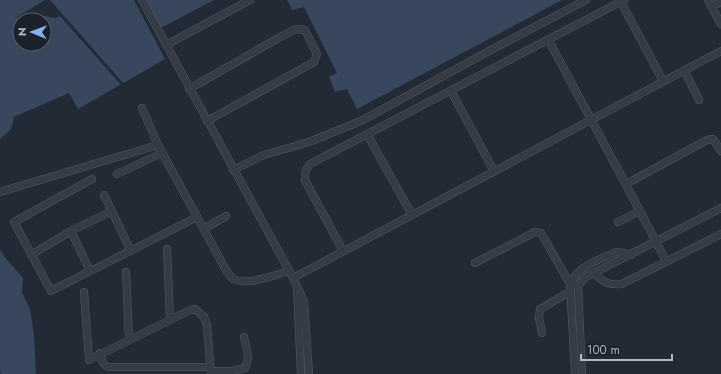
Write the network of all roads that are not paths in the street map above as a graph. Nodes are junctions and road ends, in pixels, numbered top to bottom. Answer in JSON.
{"nodes":[{"id":1,"x":142,"y":0,"type":"edge"},
{"id":2,"x":250,"y":0,"type":"edge"},
{"id":3,"x":586,"y":0,"type":"edge"},
{"id":4,"x":623,"y":1,"type":"edge"},
{"id":5,"x":721,"y":2,"type":"edge"},
{"id":6,"x":710,"y":3,"type":"edge"},
{"id":7,"x":721,"y":24,"type":"edge"},
{"id":8,"x":548,"y":39,"type":"junction"},
{"id":9,"x":166,"y":45,"type":"junction"},
{"id":10,"x":721,"y":51,"type":"edge"},
{"id":11,"x":684,"y":70,"type":"junction"},
{"id":12,"x":663,"y":81,"type":"junction"},
{"id":13,"x":189,"y":89,"type":"junction"},
{"id":14,"x":450,"y":91,"type":"junction"},
{"id":15,"x":699,"y":100,"type":"dead end"},
{"id":16,"x":142,"y":108,"type":"dead end"},
{"id":17,"x":591,"y":120,"type":"junction"},
{"id":18,"x":207,"y":121,"type":"junction"},
{"id":19,"x":367,"y":134,"type":"junction"},
{"id":20,"x":718,"y":138,"type":"edge"},
{"id":21,"x":158,"y":146,"type":"junction"},
{"id":22,"x":721,"y":151,"type":"edge"},
{"id":23,"x":162,"y":153,"type":"junction"},
{"id":24,"x":233,"y":170,"type":"junction"},
{"id":25,"x":494,"y":171,"type":"junction"},
{"id":26,"x":117,"y":174,"type":"dead end"},
{"id":27,"x":92,"y":179,"type":"dead end"},
{"id":28,"x":626,"y":184,"type":"junction"},
{"id":29,"x":0,"y":192,"type":"edge"},
{"id":30,"x":104,"y":195,"type":"dead end"},
{"id":31,"x":721,"y":208,"type":"edge"},
{"id":32,"x":112,"y":211,"type":"junction"},
{"id":33,"x":640,"y":211,"type":"junction"},
{"id":34,"x":412,"y":215,"type":"junction"},
{"id":35,"x":226,"y":216,"type":"dead end"},
{"id":36,"x":197,"y":217,"type":"junction"},
{"id":37,"x":618,"y":222,"type":"dead end"},
{"id":38,"x":204,"y":229,"type":"junction"},
{"id":39,"x":71,"y":231,"type":"junction"},
{"id":40,"x":721,"y":234,"type":"edge"},
{"id":41,"x":656,"y":242,"type":"junction"},
{"id":42,"x":167,"y":249,"type":"dead end"},
{"id":43,"x":131,"y":251,"type":"junction"},
{"id":44,"x":343,"y":251,"type":"junction"},
{"id":45,"x":31,"y":255,"type":"junction"},
{"id":46,"x":631,"y":255,"type":"junction"},
{"id":47,"x":603,"y":259,"type":"junction"},
{"id":48,"x":666,"y":261,"type":"junction"},
{"id":49,"x":474,"y":263,"type":"dead end"},
{"id":50,"x":607,"y":267,"type":"junction"},
{"id":51,"x":90,"y":271,"type":"junction"},
{"id":52,"x":289,"y":271,"type":"junction"},
{"id":53,"x":126,"y":272,"type":"dead end"},
{"id":54,"x":594,"y":273,"type":"junction"},
{"id":55,"x":293,"y":278,"type":"junction"},
{"id":56,"x":578,"y":285,"type":"junction"},
{"id":57,"x":298,"y":288,"type":"junction"},
{"id":58,"x":571,"y":288,"type":"junction"},
{"id":59,"x":84,"y":292,"type":"dead end"},
{"id":60,"x":170,"y":319,"type":"junction"},
{"id":61,"x":542,"y":333,"type":"dead end"},
{"id":62,"x":244,"y":337,"type":"dead end"},
{"id":63,"x":581,"y":338,"type":"junction"},
{"id":64,"x":573,"y":339,"type":"junction"},
{"id":65,"x":129,"y":340,"type":"junction"},
{"id":66,"x":100,"y":353,"type":"junction"},
{"id":67,"x":211,"y":371,"type":"edge"},
{"id":68,"x":301,"y":374,"type":"edge"},
{"id":69,"x":309,"y":374,"type":"edge"},
{"id":70,"x":575,"y":374,"type":"edge"},
{"id":71,"x":582,"y":374,"type":"edge"}],
"edges":[{"from":1,"to":9,"type":"lane"},
{"from":2,"to":9,"type":"lane"},
{"from":3,"to":24,"type":"lane"},
{"from":4,"to":8,"type":"lane"},
{"from":4,"to":12,"type":"lane"},
{"from":5,"to":6,"type":"lane"},
{"from":6,"to":7,"type":"lane"},
{"from":8,"to":14,"type":"lane"},
{"from":8,"to":17,"type":"lane"},
{"from":9,"to":13,"type":"lane"},
{"from":10,"to":11,"type":"lane"},
{"from":11,"to":12,"type":"lane"},
{"from":11,"to":15,"type":"lane"},
{"from":12,"to":17,"type":"lane"},
{"from":13,"to":18,"type":"lane"},
{"from":13,"to":18,"type":"lane"},
{"from":14,"to":19,"type":"lane"},
{"from":14,"to":25,"type":"lane"},
{"from":16,"to":21,"type":"lane"},
{"from":17,"to":25,"type":"lane"},
{"from":17,"to":28,"type":"lane"},
{"from":18,"to":24,"type":"lane"},
{"from":19,"to":34,"type":"lane"},
{"from":19,"to":44,"type":"lane"},
{"from":20,"to":22,"type":"lane"},
{"from":20,"to":28,"type":"lane"},
{"from":21,"to":23,"type":"lane"},
{"from":21,"to":29,"type":"lane"},
{"from":23,"to":26,"type":"lane"},
{"from":23,"to":36,"type":"lane"},
{"from":24,"to":52,"type":"lane"},
{"from":25,"to":34,"type":"lane"},
{"from":27,"to":45,"type":"lane"},
{"from":28,"to":33,"type":"lane"},
{"from":30,"to":32,"type":"lane"},
{"from":31,"to":41,"type":"lane"},
{"from":32,"to":39,"type":"lane"},
{"from":32,"to":43,"type":"lane"},
{"from":33,"to":37,"type":"lane"},
{"from":33,"to":41,"type":"lane"},
{"from":34,"to":44,"type":"lane"},
{"from":35,"to":38,"type":"lane"},
{"from":36,"to":38,"type":"lane"},
{"from":36,"to":43,"type":"lane"},
{"from":38,"to":52,"type":"lane"},
{"from":39,"to":45,"type":"lane"},
{"from":39,"to":51,"type":"lane"},
{"from":40,"to":48,"type":"lane"},
{"from":41,"to":46,"type":"lane"},
{"from":41,"to":48,"type":"lane"},
{"from":42,"to":60,"type":"lane"},
{"from":43,"to":51,"type":"lane"},
{"from":44,"to":55,"type":"lane"},
{"from":45,"to":51,"type":"lane"},
{"from":46,"to":47,"type":"lane"},
{"from":46,"to":50,"type":"lane"},
{"from":47,"to":50,"type":"lane"},
{"from":47,"to":58,"type":"lane"},
{"from":48,"to":54,"type":"lane"},
{"from":49,"to":58,"type":"lane"},
{"from":50,"to":54,"type":"lane"},
{"from":52,"to":55,"type":"lane"},
{"from":53,"to":65,"type":"lane"},
{"from":54,"to":56,"type":"lane"},
{"from":55,"to":57,"type":"lane"},
{"from":56,"to":58,"type":"lane"},
{"from":56,"to":63,"type":"lane"},
{"from":57,"to":68,"type":"lane"},
{"from":57,"to":69,"type":"lane"},
{"from":58,"to":61,"type":"lane"},
{"from":58,"to":64,"type":"lane"},
{"from":59,"to":66,"type":"lane"},
{"from":60,"to":65,"type":"lane"},
{"from":60,"to":67,"type":"lane"},
{"from":62,"to":67,"type":"lane"},
{"from":63,"to":64,"type":"lane"},
{"from":63,"to":71,"type":"lane"},
{"from":64,"to":70,"type":"lane"},
{"from":65,"to":66,"type":"lane"},
{"from":66,"to":67,"type":"lane"}]}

§

● **Exercise**: Pictures stay out of the answer; the rest of the listing above is returned exactly.

● **Solution to this exercise**:
Write the network of all roads that are not paths in the street map above as a graph. Nodes are junctions and road ends, in pixels, numbered top to bottom. Answer in JSON.
{"nodes":[{"id":1,"x":142,"y":0,"type":"edge"},
{"id":2,"x":250,"y":0,"type":"edge"},
{"id":3,"x":586,"y":0,"type":"edge"},
{"id":4,"x":623,"y":1,"type":"edge"},
{"id":5,"x":721,"y":2,"type":"edge"},
{"id":6,"x":710,"y":3,"type":"edge"},
{"id":7,"x":721,"y":24,"type":"edge"},
{"id":8,"x":548,"y":39,"type":"junction"},
{"id":9,"x":166,"y":45,"type":"junction"},
{"id":10,"x":721,"y":51,"type":"edge"},
{"id":11,"x":684,"y":70,"type":"junction"},
{"id":12,"x":663,"y":81,"type":"junction"},
{"id":13,"x":189,"y":89,"type":"junction"},
{"id":14,"x":450,"y":91,"type":"junction"},
{"id":15,"x":699,"y":100,"type":"dead end"},
{"id":16,"x":142,"y":108,"type":"dead end"},
{"id":17,"x":591,"y":120,"type":"junction"},
{"id":18,"x":207,"y":121,"type":"junction"},
{"id":19,"x":367,"y":134,"type":"junction"},
{"id":20,"x":718,"y":138,"type":"edge"},
{"id":21,"x":158,"y":146,"type":"junction"},
{"id":22,"x":721,"y":151,"type":"edge"},
{"id":23,"x":162,"y":153,"type":"junction"},
{"id":24,"x":233,"y":170,"type":"junction"},
{"id":25,"x":494,"y":171,"type":"junction"},
{"id":26,"x":117,"y":174,"type":"dead end"},
{"id":27,"x":92,"y":179,"type":"dead end"},
{"id":28,"x":626,"y":184,"type":"junction"},
{"id":29,"x":0,"y":192,"type":"edge"},
{"id":30,"x":104,"y":195,"type":"dead end"},
{"id":31,"x":721,"y":208,"type":"edge"},
{"id":32,"x":112,"y":211,"type":"junction"},
{"id":33,"x":640,"y":211,"type":"junction"},
{"id":34,"x":412,"y":215,"type":"junction"},
{"id":35,"x":226,"y":216,"type":"dead end"},
{"id":36,"x":197,"y":217,"type":"junction"},
{"id":37,"x":618,"y":222,"type":"dead end"},
{"id":38,"x":204,"y":229,"type":"junction"},
{"id":39,"x":71,"y":231,"type":"junction"},
{"id":40,"x":721,"y":234,"type":"edge"},
{"id":41,"x":656,"y":242,"type":"junction"},
{"id":42,"x":167,"y":249,"type":"dead end"},
{"id":43,"x":131,"y":251,"type":"junction"},
{"id":44,"x":343,"y":251,"type":"junction"},
{"id":45,"x":31,"y":255,"type":"junction"},
{"id":46,"x":631,"y":255,"type":"junction"},
{"id":47,"x":603,"y":259,"type":"junction"},
{"id":48,"x":666,"y":261,"type":"junction"},
{"id":49,"x":474,"y":263,"type":"dead end"},
{"id":50,"x":607,"y":267,"type":"junction"},
{"id":51,"x":90,"y":271,"type":"junction"},
{"id":52,"x":289,"y":271,"type":"junction"},
{"id":53,"x":126,"y":272,"type":"dead end"},
{"id":54,"x":594,"y":273,"type":"junction"},
{"id":55,"x":293,"y":278,"type":"junction"},
{"id":56,"x":578,"y":285,"type":"junction"},
{"id":57,"x":298,"y":288,"type":"junction"},
{"id":58,"x":571,"y":288,"type":"junction"},
{"id":59,"x":84,"y":292,"type":"dead end"},
{"id":60,"x":170,"y":319,"type":"junction"},
{"id":61,"x":542,"y":333,"type":"dead end"},
{"id":62,"x":244,"y":337,"type":"dead end"},
{"id":63,"x":581,"y":338,"type":"junction"},
{"id":64,"x":573,"y":339,"type":"junction"},
{"id":65,"x":129,"y":340,"type":"junction"},
{"id":66,"x":100,"y":353,"type":"junction"},
{"id":67,"x":211,"y":371,"type":"edge"},
{"id":68,"x":301,"y":374,"type":"edge"},
{"id":69,"x":309,"y":374,"type":"edge"},
{"id":70,"x":575,"y":374,"type":"edge"},
{"id":71,"x":582,"y":374,"type":"edge"}],
"edges":[{"from":1,"to":9,"type":"lane"},
{"from":2,"to":9,"type":"lane"},
{"from":3,"to":24,"type":"lane"},
{"from":4,"to":8,"type":"lane"},
{"from":4,"to":12,"type":"lane"},
{"from":5,"to":6,"type":"lane"},
{"from":6,"to":7,"type":"lane"},
{"from":8,"to":14,"type":"lane"},
{"from":8,"to":17,"type":"lane"},
{"from":9,"to":13,"type":"lane"},
{"from":10,"to":11,"type":"lane"},
{"from":11,"to":12,"type":"lane"},
{"from":11,"to":15,"type":"lane"},
{"from":12,"to":17,"type":"lane"},
{"from":13,"to":18,"type":"lane"},
{"from":13,"to":18,"type":"lane"},
{"from":14,"to":19,"type":"lane"},
{"from":14,"to":25,"type":"lane"},
{"from":16,"to":21,"type":"lane"},
{"from":17,"to":25,"type":"lane"},
{"from":17,"to":28,"type":"lane"},
{"from":18,"to":24,"type":"lane"},
{"from":19,"to":34,"type":"lane"},
{"from":19,"to":44,"type":"lane"},
{"from":20,"to":22,"type":"lane"},
{"from":20,"to":28,"type":"lane"},
{"from":21,"to":23,"type":"lane"},
{"from":21,"to":29,"type":"lane"},
{"from":23,"to":26,"type":"lane"},
{"from":23,"to":36,"type":"lane"},
{"from":24,"to":52,"type":"lane"},
{"from":25,"to":34,"type":"lane"},
{"from":27,"to":45,"type":"lane"},
{"from":28,"to":33,"type":"lane"},
{"from":30,"to":32,"type":"lane"},
{"from":31,"to":41,"type":"lane"},
{"from":32,"to":39,"type":"lane"},
{"from":32,"to":43,"type":"lane"},
{"from":33,"to":37,"type":"lane"},
{"from":33,"to":41,"type":"lane"},
{"from":34,"to":44,"type":"lane"},
{"from":35,"to":38,"type":"lane"},
{"from":36,"to":38,"type":"lane"},
{"from":36,"to":43,"type":"lane"},
{"from":38,"to":52,"type":"lane"},
{"from":39,"to":45,"type":"lane"},
{"from":39,"to":51,"type":"lane"},
{"from":40,"to":48,"type":"lane"},
{"from":41,"to":46,"type":"lane"},
{"from":41,"to":48,"type":"lane"},
{"from":42,"to":60,"type":"lane"},
{"from":43,"to":51,"type":"lane"},
{"from":44,"to":55,"type":"lane"},
{"from":45,"to":51,"type":"lane"},
{"from":46,"to":47,"type":"lane"},
{"from":46,"to":50,"type":"lane"},
{"from":47,"to":50,"type":"lane"},
{"from":47,"to":58,"type":"lane"},
{"from":48,"to":54,"type":"lane"},
{"from":49,"to":58,"type":"lane"},
{"from":50,"to":54,"type":"lane"},
{"from":52,"to":55,"type":"lane"},
{"from":53,"to":65,"type":"lane"},
{"from":54,"to":56,"type":"lane"},
{"from":55,"to":57,"type":"lane"},
{"from":56,"to":58,"type":"lane"},
{"from":56,"to":63,"type":"lane"},
{"from":57,"to":68,"type":"lane"},
{"from":57,"to":69,"type":"lane"},
{"from":58,"to":61,"type":"lane"},
{"from":58,"to":64,"type":"lane"},
{"from":59,"to":66,"type":"lane"},
{"from":60,"to":65,"type":"lane"},
{"from":60,"to":67,"type":"lane"},
{"from":62,"to":67,"type":"lane"},
{"from":63,"to":64,"type":"lane"},
{"from":63,"to":71,"type":"lane"},
{"from":64,"to":70,"type":"lane"},
{"from":65,"to":66,"type":"lane"},
{"from":66,"to":67,"type":"lane"}]}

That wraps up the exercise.